More recently, our readiness to intervene in Syria seemed blind to those extreme Muslim elements in the Syrian opposition. These include the Al-Nusra Front – an Al-Qaeda offshoot designated as a terrorist organisation by the United Nations – and the Syrian Islamic Front. This brought together no less than 11 armed Islamist rebel groups with the aim of establishing an Islamic state. This has compromised international efforts to depose President Assad – in favour of, well, which moderate progressive forces exactly?
We are now repeating this error in Ukraine; altogether too quick to assume that, while the regime of the ousted president Viktor Yanukovich was corrupt, the Kiev protesters were united behind Western-sympathetic liberal progressive values. But what, then, of those in combat jackets and military gear sporting neo-Nazi armbands?
Little wonder ethnic Russians, whose parents well remember the Nazi invasion and atrocities of the Second World War, have now come forward to be heard.
Our diplomats – accompanied by the big battalions of the BBC – have rushed to Kiev with a gush of words, but with little coherent to say. We used to be good at politic circumspection. Where has this instinct gone? The response of the UK Foreign Office has been lamentable. Its immediate verbal gush about “tough economic sanctions” against Russia was blind, both to Russia’s long-standing geopolitical commitments in the Black Sea area but also to the reality that Ukraine is heavily in debt to Russia and is as good as bust.

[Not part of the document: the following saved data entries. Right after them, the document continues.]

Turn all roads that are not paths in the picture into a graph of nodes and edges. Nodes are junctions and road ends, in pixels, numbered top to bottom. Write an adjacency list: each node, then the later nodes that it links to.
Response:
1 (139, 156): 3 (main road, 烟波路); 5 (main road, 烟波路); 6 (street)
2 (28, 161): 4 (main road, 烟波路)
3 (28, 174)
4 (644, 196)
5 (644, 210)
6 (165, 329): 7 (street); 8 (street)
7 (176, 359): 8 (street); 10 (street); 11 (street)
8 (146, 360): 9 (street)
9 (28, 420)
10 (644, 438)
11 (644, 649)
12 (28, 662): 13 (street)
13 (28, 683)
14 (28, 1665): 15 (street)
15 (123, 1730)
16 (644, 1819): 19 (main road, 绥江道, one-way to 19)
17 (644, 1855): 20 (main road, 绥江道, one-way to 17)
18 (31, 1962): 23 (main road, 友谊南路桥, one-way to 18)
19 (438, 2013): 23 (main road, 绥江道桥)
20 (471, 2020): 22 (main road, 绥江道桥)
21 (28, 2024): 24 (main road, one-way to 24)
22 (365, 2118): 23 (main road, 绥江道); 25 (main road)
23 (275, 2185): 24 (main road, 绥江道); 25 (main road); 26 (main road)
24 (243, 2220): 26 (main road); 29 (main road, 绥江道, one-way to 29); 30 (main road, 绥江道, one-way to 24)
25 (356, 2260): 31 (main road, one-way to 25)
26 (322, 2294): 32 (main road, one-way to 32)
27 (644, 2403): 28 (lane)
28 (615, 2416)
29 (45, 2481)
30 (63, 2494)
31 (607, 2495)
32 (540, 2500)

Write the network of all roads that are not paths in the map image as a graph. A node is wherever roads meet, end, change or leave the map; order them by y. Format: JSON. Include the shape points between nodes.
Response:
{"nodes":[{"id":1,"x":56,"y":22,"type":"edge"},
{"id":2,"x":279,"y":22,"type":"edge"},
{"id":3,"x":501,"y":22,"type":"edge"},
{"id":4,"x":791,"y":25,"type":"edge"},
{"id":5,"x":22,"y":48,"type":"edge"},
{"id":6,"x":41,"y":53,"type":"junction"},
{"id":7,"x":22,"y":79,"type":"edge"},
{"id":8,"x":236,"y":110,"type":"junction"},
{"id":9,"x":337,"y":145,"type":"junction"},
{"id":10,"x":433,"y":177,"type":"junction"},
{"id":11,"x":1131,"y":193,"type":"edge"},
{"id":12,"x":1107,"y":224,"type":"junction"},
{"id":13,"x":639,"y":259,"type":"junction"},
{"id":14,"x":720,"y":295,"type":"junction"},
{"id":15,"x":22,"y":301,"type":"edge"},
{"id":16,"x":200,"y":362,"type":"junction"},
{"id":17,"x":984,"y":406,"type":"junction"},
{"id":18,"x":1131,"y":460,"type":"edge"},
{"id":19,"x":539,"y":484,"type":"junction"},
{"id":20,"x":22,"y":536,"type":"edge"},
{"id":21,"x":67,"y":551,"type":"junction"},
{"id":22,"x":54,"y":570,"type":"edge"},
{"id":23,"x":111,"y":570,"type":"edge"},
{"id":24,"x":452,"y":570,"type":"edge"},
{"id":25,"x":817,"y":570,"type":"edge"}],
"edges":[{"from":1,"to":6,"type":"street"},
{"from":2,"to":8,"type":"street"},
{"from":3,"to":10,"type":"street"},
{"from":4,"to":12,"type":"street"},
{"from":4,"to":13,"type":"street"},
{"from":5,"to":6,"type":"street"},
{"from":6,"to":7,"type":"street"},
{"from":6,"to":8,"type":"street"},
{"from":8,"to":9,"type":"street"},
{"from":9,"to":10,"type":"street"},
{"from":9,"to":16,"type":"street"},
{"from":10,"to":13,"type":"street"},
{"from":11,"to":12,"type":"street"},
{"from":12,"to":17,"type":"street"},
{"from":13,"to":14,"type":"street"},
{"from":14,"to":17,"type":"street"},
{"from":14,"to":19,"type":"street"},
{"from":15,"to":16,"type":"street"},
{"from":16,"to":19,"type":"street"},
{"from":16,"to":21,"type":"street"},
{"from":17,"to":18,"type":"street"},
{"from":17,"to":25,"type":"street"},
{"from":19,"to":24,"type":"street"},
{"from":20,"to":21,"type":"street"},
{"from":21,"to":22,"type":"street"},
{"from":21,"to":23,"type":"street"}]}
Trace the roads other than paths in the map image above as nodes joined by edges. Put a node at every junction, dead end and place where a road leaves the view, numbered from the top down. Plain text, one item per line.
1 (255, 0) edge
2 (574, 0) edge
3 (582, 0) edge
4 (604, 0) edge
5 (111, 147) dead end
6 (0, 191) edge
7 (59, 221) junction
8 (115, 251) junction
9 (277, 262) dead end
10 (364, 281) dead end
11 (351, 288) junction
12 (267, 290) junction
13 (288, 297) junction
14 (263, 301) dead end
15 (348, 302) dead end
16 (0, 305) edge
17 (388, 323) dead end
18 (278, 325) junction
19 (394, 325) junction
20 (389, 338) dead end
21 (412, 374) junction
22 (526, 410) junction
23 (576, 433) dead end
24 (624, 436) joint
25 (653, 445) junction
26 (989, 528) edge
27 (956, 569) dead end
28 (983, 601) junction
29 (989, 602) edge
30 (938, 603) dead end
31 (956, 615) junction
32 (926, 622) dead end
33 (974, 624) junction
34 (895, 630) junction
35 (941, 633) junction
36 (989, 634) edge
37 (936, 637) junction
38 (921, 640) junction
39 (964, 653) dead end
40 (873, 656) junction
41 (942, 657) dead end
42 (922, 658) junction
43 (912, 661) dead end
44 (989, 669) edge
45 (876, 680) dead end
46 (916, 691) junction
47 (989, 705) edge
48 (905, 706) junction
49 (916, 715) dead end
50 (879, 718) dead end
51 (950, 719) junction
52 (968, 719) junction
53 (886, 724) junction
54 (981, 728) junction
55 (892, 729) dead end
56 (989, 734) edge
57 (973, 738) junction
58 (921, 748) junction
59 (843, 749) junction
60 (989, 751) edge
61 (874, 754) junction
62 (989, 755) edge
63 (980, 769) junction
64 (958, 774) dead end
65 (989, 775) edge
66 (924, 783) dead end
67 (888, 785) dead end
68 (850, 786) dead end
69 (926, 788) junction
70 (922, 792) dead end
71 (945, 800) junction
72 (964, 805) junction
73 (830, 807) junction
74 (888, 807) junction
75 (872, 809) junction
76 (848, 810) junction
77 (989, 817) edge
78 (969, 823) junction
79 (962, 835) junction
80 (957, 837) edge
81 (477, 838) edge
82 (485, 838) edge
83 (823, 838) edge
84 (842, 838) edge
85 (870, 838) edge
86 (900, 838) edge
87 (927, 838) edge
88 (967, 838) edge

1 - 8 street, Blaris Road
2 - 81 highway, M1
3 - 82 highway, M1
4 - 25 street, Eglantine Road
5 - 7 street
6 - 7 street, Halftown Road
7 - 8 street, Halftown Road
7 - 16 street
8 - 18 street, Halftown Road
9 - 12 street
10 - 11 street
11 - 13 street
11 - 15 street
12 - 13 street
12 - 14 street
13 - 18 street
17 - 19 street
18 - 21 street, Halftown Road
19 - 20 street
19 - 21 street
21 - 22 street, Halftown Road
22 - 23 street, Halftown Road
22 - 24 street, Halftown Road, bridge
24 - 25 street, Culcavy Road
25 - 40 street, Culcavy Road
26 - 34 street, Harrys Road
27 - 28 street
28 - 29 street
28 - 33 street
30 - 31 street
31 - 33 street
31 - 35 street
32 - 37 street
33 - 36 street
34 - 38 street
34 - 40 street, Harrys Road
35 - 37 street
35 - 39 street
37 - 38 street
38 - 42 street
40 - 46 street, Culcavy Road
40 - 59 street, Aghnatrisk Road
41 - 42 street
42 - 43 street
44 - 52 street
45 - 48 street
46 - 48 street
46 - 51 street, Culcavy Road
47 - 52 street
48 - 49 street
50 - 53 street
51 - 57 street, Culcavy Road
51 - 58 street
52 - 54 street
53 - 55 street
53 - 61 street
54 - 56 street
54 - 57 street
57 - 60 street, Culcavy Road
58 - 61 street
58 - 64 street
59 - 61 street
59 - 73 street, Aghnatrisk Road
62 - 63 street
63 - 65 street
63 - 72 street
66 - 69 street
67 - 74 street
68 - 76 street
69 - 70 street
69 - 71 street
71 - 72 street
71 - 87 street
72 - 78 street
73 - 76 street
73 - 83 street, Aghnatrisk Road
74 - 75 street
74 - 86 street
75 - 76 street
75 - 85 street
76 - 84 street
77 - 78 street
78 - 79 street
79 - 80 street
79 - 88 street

The country has colossal debts of more than $138 billion. It owes Russia an immediate $2bn for gas supplies not paid for. It faces $13bn of debt repayments this year and a further $16bn by the end of 2015. As recently as December Russia offered a $15bn refinancing package and a deal to supply gas at a discounted price. Who can blame Mr Putin for wishing for some assurance from the interim so-called “government” of Ukraine that its debts are not repudiated? Now the Western line has switched in 48 hours from threats of sanctions to offers of a billion dollars of aid. Could this not have been recognised earlier as a means to de-escalate?
Score so far: Putin 5, the West nil.
Western governments have also been slow to recognise the concerns of Russians and Russian sympathisers in Crimea. Too often Western liberal opinion has been quick to dismiss the resonant forces of difference – language, history and culture – as ugly nationalism. But how telling that the European Union cannot muster a united coherent response to Putin’s actions because Germany and France have geopolitical interests distinct from those of other members – and certainly from those of the US.
Here in the UK we are told that we are “stronger together” on the world stage. But I am not at all sure, either that we are indeed stronger or that the Foreign Office has a true understanding of the world we are in. At the same time the relentless cutting of our security forces and the defence budget has weakened our credibility. We seem more reliant on the US than ever. Thus the evident shambles of recent days may give impetus to the SNP’s critique of the notion that that we are “stronger together”. That is not to deny there are many areas where Scotland and the UK have common interests internationally and which would be well served by collaboration.
But for this to have effect, we must first have more thoughtful coherence in our response to international events, and a clear strategy and set of objectives to pursue. As I say, I do hope I am mistaken over the behaviour of the Foreign Office. But its performance in the past few days has not just been confused. It’s been lamentable.